The unique thing about financial goals is that they spill over into many other “goal” areas of your life. Want to retire early? Look at your finances. Own a boat in the next five years? Finances. Travel the world? Finances.
In order to be successful in these other areas of your life, you will need to focus on your financial health.
That said, it’s critical to determine how you define success in order to create your financial goals. What do you see when you visualize your ideal future, and how can you organize your money in a way that will help you move in that direction? Once you know where you’re trying to go, you can start creating personal financial objectives that will support your other long-term goals.
What do you want to ultimately accomplish? Do you want to get out of the professional arena at a young age and spend the rest of your days seeing the world? If so, you better focus on saving as much as you can and setting your retirement money up in a way that will make it grow on its own. Or, do you want to live a simple life and retire to your family-owned cottage in the mountains with your spouse? If so, you may not need to push yourself to save as much as immediately as you would in scenario #1.
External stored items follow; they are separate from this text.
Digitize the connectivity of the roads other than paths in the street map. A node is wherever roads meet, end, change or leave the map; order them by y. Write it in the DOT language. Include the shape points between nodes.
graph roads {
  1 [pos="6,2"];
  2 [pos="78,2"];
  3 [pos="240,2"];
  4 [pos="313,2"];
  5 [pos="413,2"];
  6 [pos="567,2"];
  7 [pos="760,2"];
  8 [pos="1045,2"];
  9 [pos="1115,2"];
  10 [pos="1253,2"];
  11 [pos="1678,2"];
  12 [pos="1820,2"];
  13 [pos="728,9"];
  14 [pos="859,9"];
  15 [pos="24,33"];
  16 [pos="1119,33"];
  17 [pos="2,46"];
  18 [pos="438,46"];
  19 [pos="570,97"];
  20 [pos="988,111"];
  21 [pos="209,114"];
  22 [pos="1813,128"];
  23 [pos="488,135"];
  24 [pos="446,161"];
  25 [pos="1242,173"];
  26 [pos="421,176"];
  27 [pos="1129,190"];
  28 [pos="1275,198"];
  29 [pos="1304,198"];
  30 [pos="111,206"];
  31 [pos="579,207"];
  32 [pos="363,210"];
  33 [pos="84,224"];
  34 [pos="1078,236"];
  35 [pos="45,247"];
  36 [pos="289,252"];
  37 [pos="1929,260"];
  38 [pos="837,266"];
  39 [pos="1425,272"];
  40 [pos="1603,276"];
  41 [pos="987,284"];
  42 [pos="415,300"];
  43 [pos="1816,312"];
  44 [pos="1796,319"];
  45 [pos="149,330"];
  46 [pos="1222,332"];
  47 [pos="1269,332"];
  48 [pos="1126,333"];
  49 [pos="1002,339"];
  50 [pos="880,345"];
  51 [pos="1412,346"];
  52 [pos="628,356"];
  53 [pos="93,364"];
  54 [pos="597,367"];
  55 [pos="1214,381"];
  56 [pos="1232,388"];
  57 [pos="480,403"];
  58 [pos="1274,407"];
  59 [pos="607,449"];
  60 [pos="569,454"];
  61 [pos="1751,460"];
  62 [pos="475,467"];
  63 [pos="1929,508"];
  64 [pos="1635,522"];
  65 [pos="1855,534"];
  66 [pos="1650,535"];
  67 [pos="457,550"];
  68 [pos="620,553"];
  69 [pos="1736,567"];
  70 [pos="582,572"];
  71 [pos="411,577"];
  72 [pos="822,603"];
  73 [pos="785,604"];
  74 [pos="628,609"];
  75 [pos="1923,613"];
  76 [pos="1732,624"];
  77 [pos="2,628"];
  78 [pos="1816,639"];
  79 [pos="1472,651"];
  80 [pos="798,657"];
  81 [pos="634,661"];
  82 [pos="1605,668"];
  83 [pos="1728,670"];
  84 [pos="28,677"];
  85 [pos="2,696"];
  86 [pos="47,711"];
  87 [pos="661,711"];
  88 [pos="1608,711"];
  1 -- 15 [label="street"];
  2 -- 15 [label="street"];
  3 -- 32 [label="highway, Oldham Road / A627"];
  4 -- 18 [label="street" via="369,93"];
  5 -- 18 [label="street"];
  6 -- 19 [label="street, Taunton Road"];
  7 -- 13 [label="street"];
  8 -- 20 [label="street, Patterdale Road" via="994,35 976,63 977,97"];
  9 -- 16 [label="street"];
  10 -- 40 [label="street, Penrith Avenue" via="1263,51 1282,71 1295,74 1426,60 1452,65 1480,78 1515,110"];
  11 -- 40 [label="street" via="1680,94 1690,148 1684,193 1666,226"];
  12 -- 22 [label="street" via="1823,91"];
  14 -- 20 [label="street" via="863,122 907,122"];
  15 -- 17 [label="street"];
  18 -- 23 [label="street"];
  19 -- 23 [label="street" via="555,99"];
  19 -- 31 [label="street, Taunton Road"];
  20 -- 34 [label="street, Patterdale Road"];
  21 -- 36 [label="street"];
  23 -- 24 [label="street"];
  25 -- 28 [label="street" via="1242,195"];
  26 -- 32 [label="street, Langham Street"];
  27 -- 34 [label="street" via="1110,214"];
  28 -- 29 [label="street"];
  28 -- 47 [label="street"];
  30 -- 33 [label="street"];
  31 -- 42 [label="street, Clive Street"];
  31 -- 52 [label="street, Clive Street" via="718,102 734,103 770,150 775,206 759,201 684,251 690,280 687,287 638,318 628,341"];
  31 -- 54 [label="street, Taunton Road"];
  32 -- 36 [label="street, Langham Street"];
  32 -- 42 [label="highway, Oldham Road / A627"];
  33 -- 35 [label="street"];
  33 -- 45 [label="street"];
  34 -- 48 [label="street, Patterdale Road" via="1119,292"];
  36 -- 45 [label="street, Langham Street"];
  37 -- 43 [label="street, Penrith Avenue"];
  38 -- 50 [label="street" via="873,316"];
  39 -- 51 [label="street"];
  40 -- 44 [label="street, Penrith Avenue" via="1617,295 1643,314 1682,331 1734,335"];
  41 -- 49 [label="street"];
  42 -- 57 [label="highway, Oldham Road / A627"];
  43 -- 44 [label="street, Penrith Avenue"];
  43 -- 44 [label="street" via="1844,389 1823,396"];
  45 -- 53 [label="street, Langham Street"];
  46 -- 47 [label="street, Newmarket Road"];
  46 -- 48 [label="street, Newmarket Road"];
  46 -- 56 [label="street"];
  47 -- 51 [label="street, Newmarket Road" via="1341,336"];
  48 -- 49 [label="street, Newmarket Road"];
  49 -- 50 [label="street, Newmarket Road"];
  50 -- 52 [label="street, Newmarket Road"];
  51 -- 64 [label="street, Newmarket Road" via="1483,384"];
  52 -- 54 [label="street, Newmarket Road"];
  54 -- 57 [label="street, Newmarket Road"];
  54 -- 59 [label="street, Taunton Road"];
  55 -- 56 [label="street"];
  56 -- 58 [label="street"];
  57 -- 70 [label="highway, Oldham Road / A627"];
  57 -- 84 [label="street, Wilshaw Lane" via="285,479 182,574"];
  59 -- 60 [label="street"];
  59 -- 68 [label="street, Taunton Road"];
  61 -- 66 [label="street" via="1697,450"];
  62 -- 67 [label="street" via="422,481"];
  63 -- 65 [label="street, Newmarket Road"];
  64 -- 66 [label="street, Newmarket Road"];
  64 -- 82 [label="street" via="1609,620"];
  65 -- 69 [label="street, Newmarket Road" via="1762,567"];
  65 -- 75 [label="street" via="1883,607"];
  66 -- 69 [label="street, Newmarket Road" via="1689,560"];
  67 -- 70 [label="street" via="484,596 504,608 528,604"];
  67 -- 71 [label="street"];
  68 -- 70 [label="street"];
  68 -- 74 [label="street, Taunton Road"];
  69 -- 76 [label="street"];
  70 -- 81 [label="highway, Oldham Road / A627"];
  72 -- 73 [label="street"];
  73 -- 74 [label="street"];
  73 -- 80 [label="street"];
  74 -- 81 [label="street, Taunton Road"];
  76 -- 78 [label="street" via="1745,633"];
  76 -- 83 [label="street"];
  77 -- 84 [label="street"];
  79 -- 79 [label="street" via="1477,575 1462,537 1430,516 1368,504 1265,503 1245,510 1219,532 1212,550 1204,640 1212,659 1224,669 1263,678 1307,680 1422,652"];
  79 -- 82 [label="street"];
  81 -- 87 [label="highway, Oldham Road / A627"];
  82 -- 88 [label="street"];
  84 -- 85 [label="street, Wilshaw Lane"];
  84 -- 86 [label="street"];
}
No matter what, if you’re ultimately trying to live an intentional life with your loved ones, this will be hard to accomplish without some type of financial security.
Whatever your goals are in life–both short- and long-term–think about how you will finance them. Without intentionally setting your financial trajectory, you may never be able to conquer the other things in life that you want to achieve.
If you want to establish a secure financial situation for yourself, you first must understand that the health of your finances should not be taken lightly. Staying on top of your fiscal matters is a critical first step in living independently. So don’t jump on board with the 92% of resolutioners who don’t reach their goals. Instead, make your goals SMART so your success will be essentially guaranteed.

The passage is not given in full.